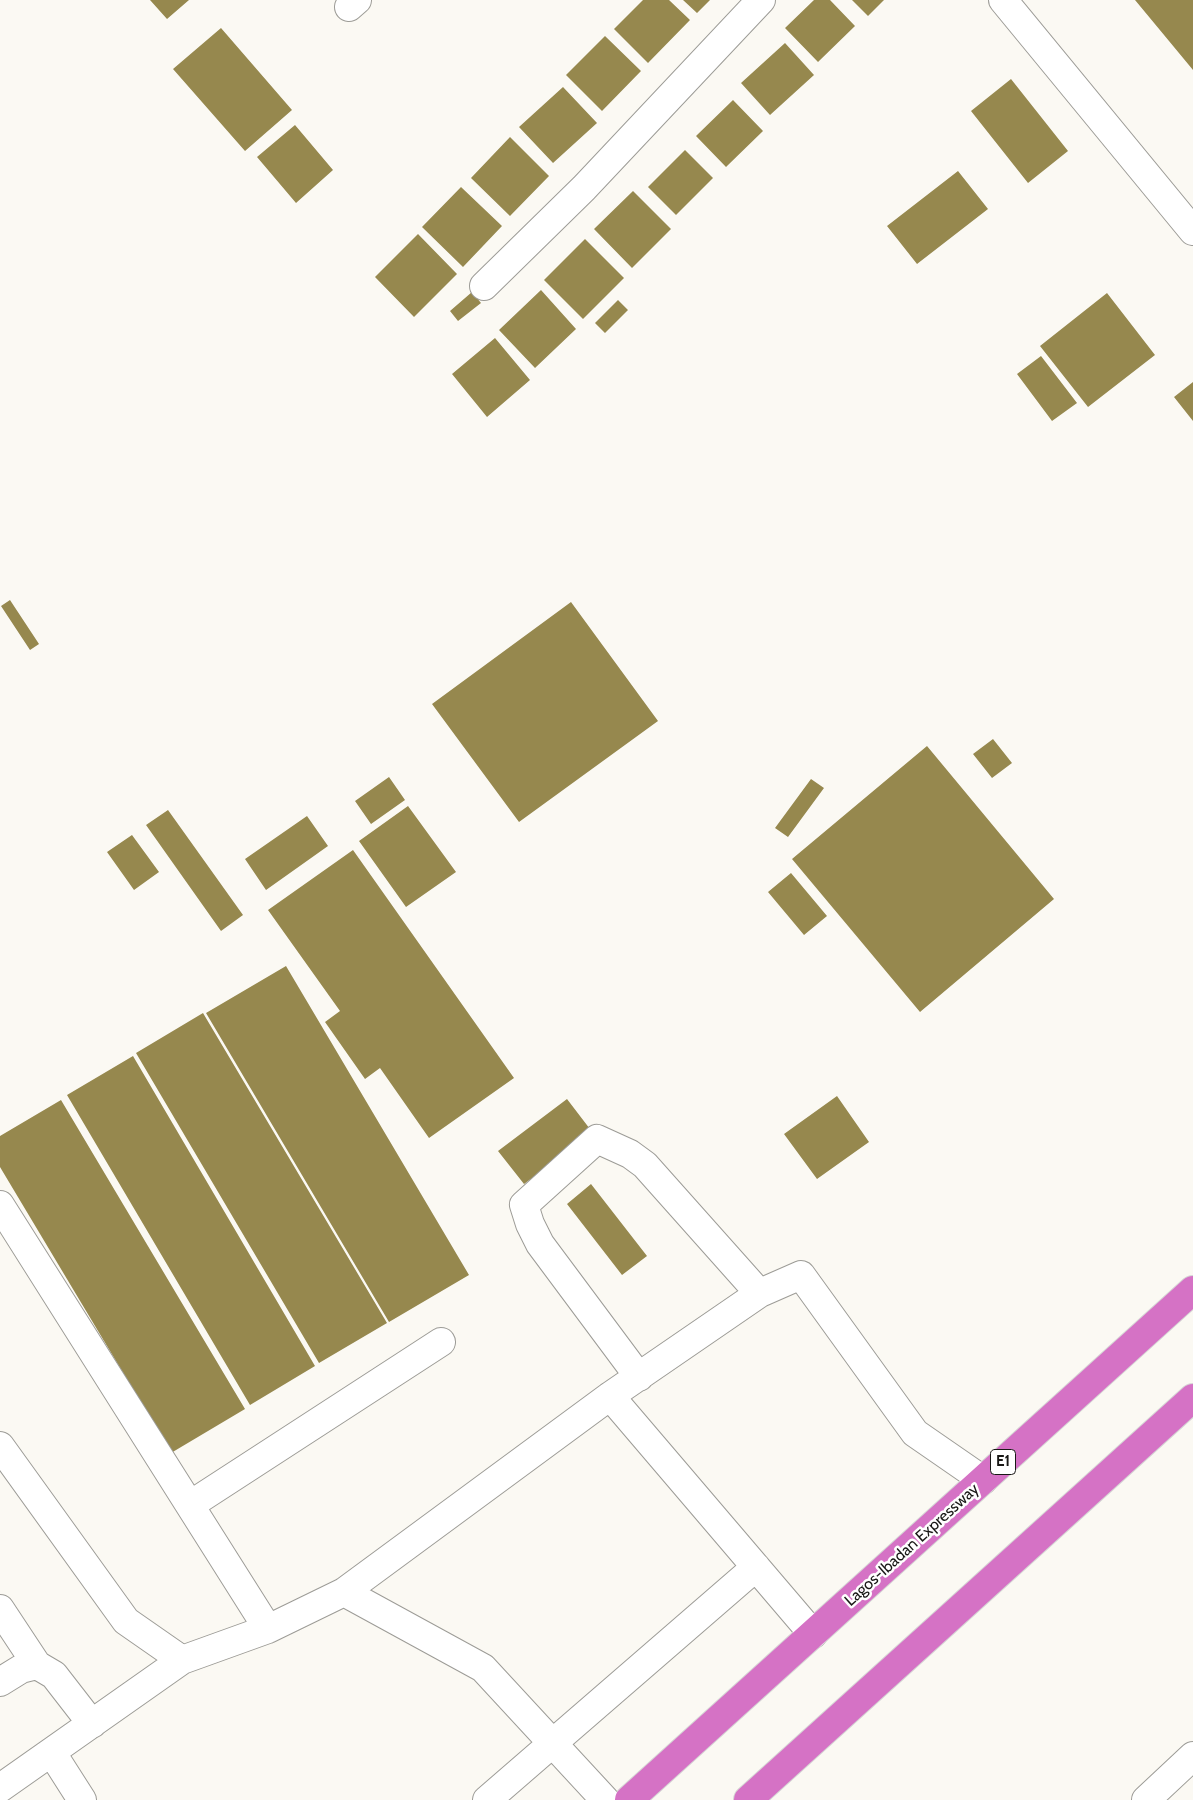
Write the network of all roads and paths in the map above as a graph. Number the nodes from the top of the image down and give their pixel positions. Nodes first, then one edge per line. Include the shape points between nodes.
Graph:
1 (761, 0) edge
2 (1003, 0) edge
3 (1193, 231) edge
4 (484, 286) dead end
5 (0, 1206) edge
6 (1193, 1290) edge
7 (759, 1293) junction
8 (441, 1342) dead end
9 (639, 1377) junction
10 (610, 1396) junction
11 (1193, 1398) edge
12 (0, 1446) edge
13 (983, 1480) junction
14 (190, 1505) junction
15 (756, 1567) junction
16 (344, 1592) junction
17 (0, 1609) edge
18 (268, 1629) junction
19 (814, 1634) junction
20 (182, 1660) junction
21 (37, 1665) junction
22 (0, 1682) edge
23 (92, 1724) junction
24 (554, 1742) junction
25 (52, 1753) junction
26 (1193, 1756) edge
27 (0, 1788) edge
28 (82, 1800) edge
29 (487, 1800) edge
30 (605, 1800) edge
31 (629, 1800) edge
32 (748, 1800) edge
33 (1146, 1800) edge

1 - 4 street via 584,188
2 - 3 street
5 - 14 street
6 - 13 highway, Lagos-Ibadan Expressway / E1
7 - 9 street
7 - 9 street via 645,1165 597,1138 524,1205 540,1244
7 - 13 street via 801,1274 915,1433
8 - 14 street
9 - 10 street
10 - 15 street
10 - 16 street
11 - 32 highway
12 - 20 street via 126,1622
13 - 19 highway, Lagos-Ibadan Expressway / E1
14 - 18 street
15 - 19 street
15 - 24 street
16 - 18 street
16 - 24 street via 483,1668
17 - 21 street
18 - 20 street
19 - 31 highway, Lagos-Ibadan Expressway / E1
20 - 23 street
21 - 22 street via 21,1669
21 - 23 street via 54,1675
23 - 25 street
24 - 29 street
24 - 30 street
25 - 27 street
25 - 28 street
26 - 33 street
────────────────
Action item.
Copy out every line from the material above where the string "Expressway" turns up.

Answer space.
6 - 13 highway, Lagos-Ibadan Expressway / E1
13 - 19 highway, Lagos-Ibadan Expressway / E1
19 - 31 highway, Lagos-Ibadan Expressway / E1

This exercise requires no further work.